I strongly consider picking up and opening one of the canisters to look inside when two things stop me. One is the notion that this would surely be what he wants me to do and that to indulge would thus be failing some kind of test of my character. The other is a loud and persistent single-tone buzz coming from somewhere inside the bus. I look around until I find the source – a small red button much like the one on the front gate intercom, placed under a large wall-mounted speaker, that lights up with the sound. I approach it, press it, and the noise stops.
And suddenly that familiar, heavily-moderated voice comes over the speaker.
“What do you want?”
“I’m here for the interview.”
“What interview?”
“With you? You said in your letter that—”
“With me?”
“Yes, sir.”
“Who am I?”
“I’m sorry?”
“Why would you want to interview me?”
This feels like another test, a trick question that I have no idea how to answer, and so I don’t.
“I think someone gave you some faulty information,” the voice says.
“Well, could we speak in person so that we could clear up whether that’s the case?”
“I think someone gave you some faulty information,” the voice repeats.
“I understand your need for privacy, and I don’t want to expose you to any unwanted attention, but I really think there are people who would love to hear your story.”
“I think someone gave you some faulty information…”
It’s then that I notice the two-way mirror on the other side of the bus. I approach it slowly, not wanting to be seen as an encroaching threat or as someone who can’t take a hint. But it turns out I needn’t have bothered. Peering into the mirror at the right angle allows me to see a ghostly yet conclusive image on the other side – a reel-to-reel player whose mechanism has somehow gotten stuck and loops the last several inches of tape over and over.
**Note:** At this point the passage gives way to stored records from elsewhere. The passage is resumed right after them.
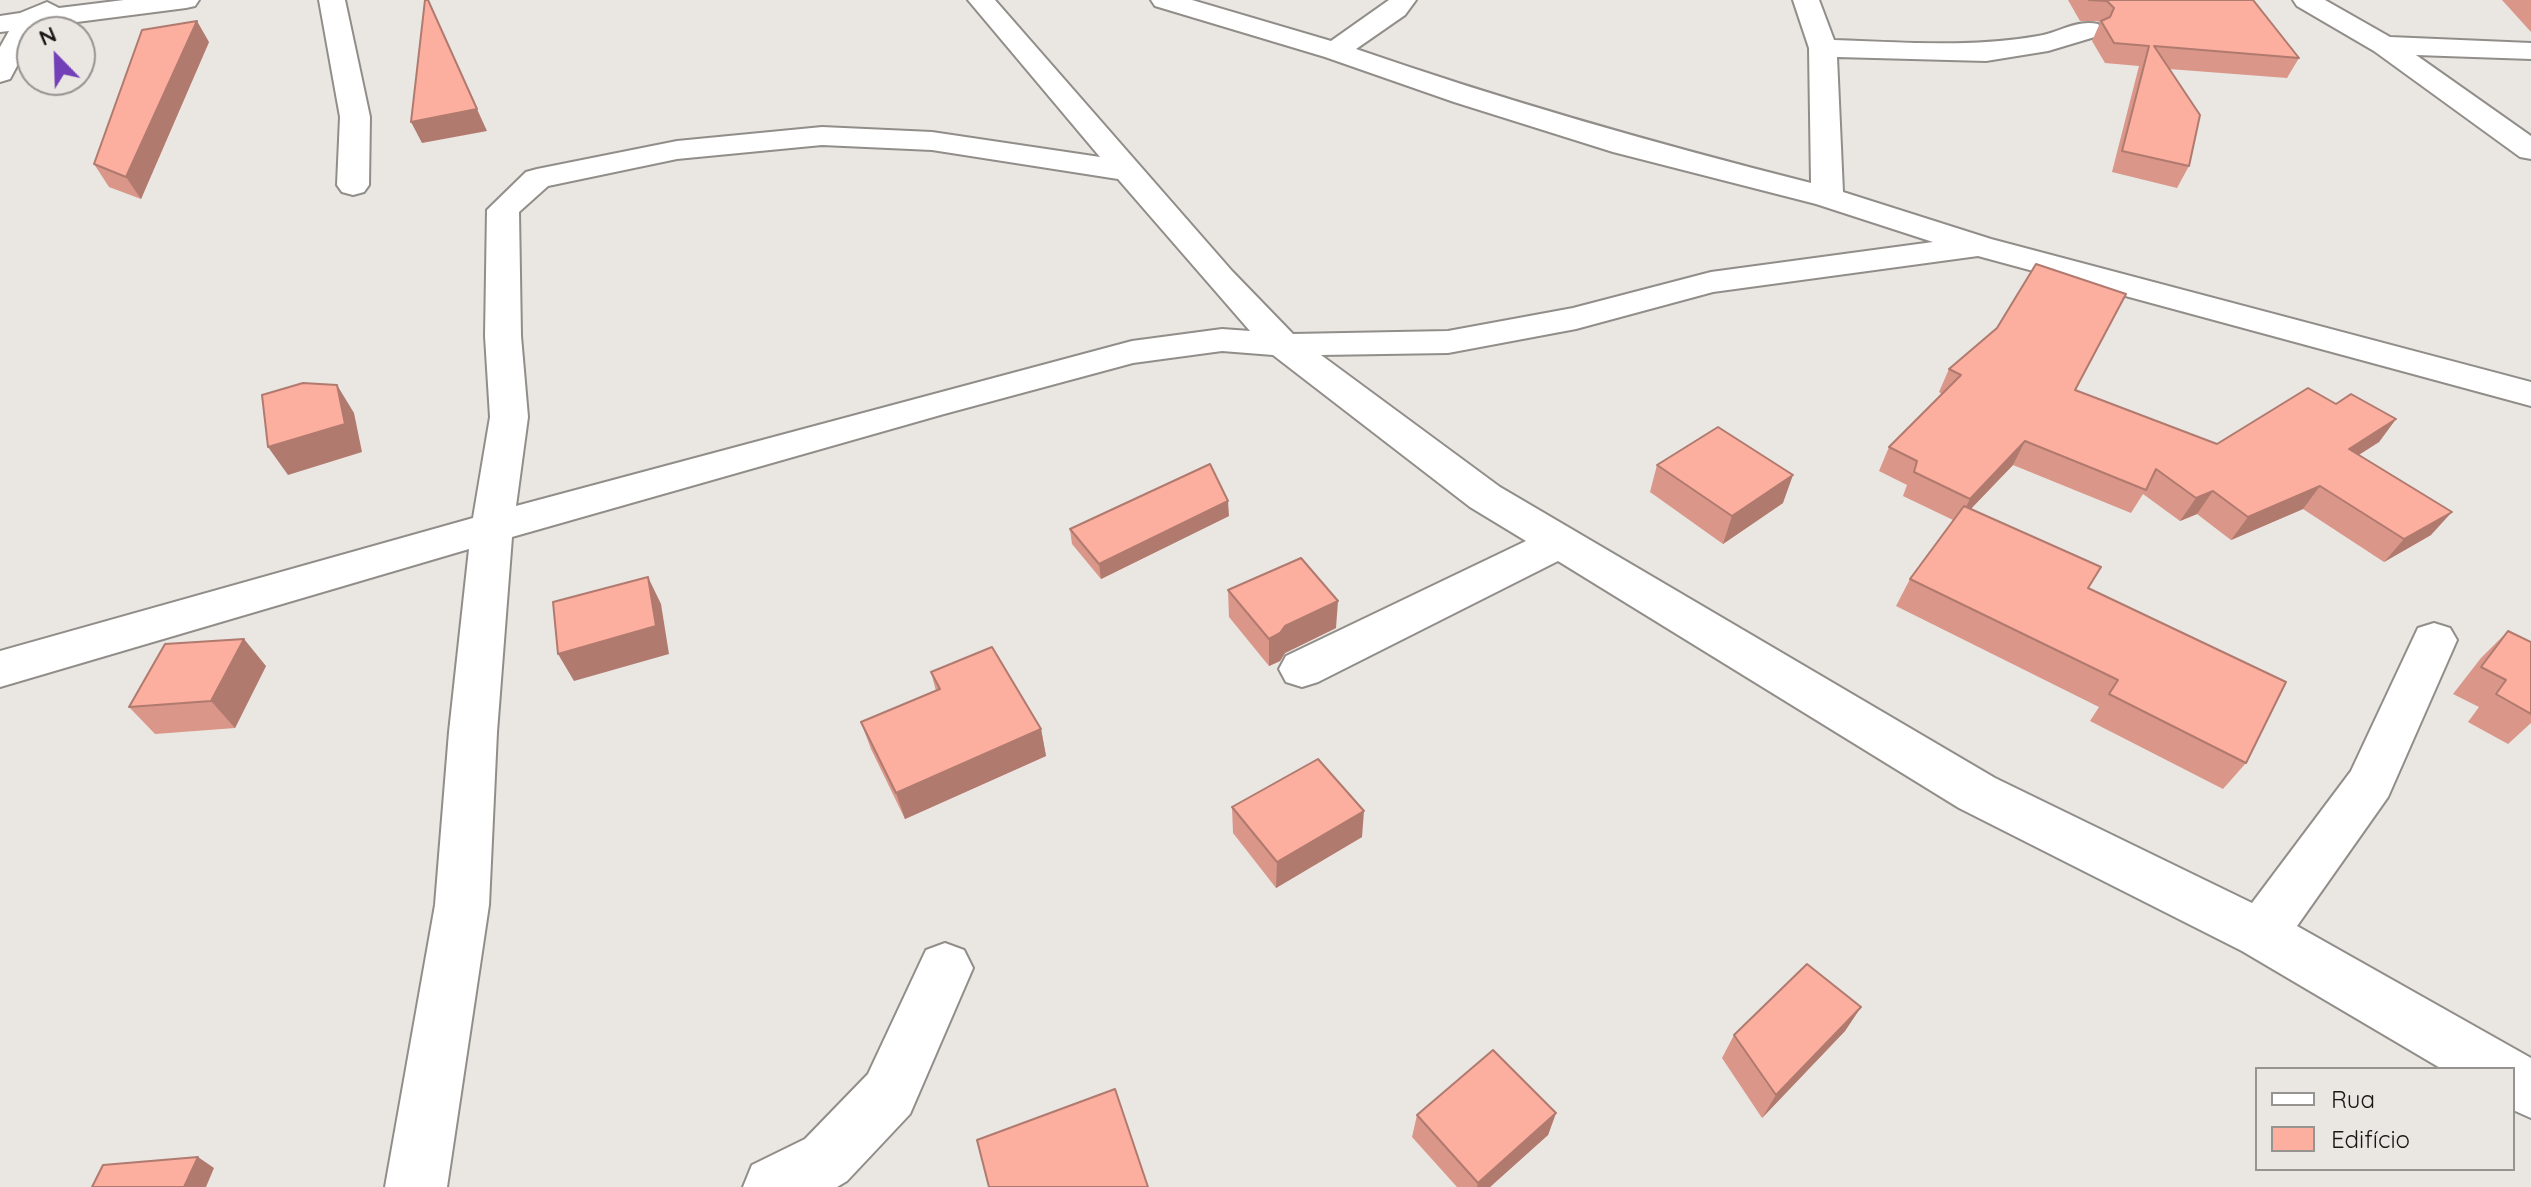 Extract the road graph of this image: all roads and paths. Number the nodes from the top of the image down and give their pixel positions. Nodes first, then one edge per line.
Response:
1 (65, 0) edge
2 (186, 0) edge
3 (332, 0) edge
4 (981, 0) edge
5 (1164, 0) edge
6 (1403, 0) edge
7 (1806, 0) edge
8 (2306, 0) edge
9 (35, 16) edge
10 (60, 16) edge
11 (2088, 30) dead end
12 (16, 43) edge
13 (2384, 45) junction
14 (1823, 48) junction
15 (1335, 51) junction
16 (2531, 51) edge
17 (0, 73) edge
18 (2531, 150) edge
19 (1129, 171) junction
20 (353, 185) dead end
21 (1827, 197) junction
22 (1979, 246) junction
23 (1283, 345) junction
24 (2531, 394) edge
25 (492, 529) junction
26 (1558, 543) junction
27 (2434, 640) dead end
28 (0, 669) edge
29 (1302, 669) dead end
30 (2261, 934) junction
31 (945, 968) dead end
32 (2493, 1067) edge
33 (416, 1187) edge
34 (774, 1187) edge

1 - 9 street
2 - 10 street
3 - 20 street
4 - 19 street
5 - 15 street
6 - 15 street
7 - 14 street
8 - 13 street
11 - 14 street
12 - 17 street
13 - 16 street
13 - 18 street
14 - 21 street
15 - 21 street
19 - 23 street
19 - 25 street
21 - 22 street
22 - 23 street
22 - 24 street
23 - 25 street
23 - 26 street
25 - 28 street
25 - 33 street
26 - 29 street
26 - 30 street
27 - 30 street
30 - 32 street
31 - 34 street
“I think someone gave you some faulty information…”
Before leaving, I grab a canister on the wall marked “Superman, Reels 6-8” and, before any security system can stop me, I run out with it.
I wouldn’t have been able to live with myself if I hadn’t checked the other buses, and so I knock on the door of each but get no response. I try to open their doors, but they are locked. The windows of each, completely blacked out to protect whatever is inside from the scorching sun, offer no clue as to their contents.
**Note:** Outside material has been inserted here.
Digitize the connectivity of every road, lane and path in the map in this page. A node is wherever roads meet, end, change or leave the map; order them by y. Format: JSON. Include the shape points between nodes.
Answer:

And yet I’m not dejected as I walk to my car and start the long drive back to the entry gate. Worst case scenario, I have been the victim of an elaborate con by one of filmdom’s most reclusive figures, and as such I have at the very least confirmed an existence that months ago I wouldn’t have been entirely sure about. And I even have proof sitting on the car seat next to me.
It’s not until I’m beyond the property line that I begin to wonder again if the ruse was in fact perpetrated in order to prove my worthiness, and it is at this point that I hear a faint pop and start to see smoke rising slowly from the seam running around the canister’s circumference. I pull over to the side of the road, rip it open, and am greeted with a flood of chemical smoke. I start gagging immediately and open my window to ventilate the car. Once the smoke and my cough have cleared, I look inside and see a tight spiraling circle of ash.
So there was something inside those reels after all. And if this was indeed a test, then I have failed.
Undeterred, I decide to drive back to the compound and explain myself. I push the button on the intercom and a familiar voice warbles from the speaker.
“I think someone gave you some faulty information…”
I press the button again. And again. And again.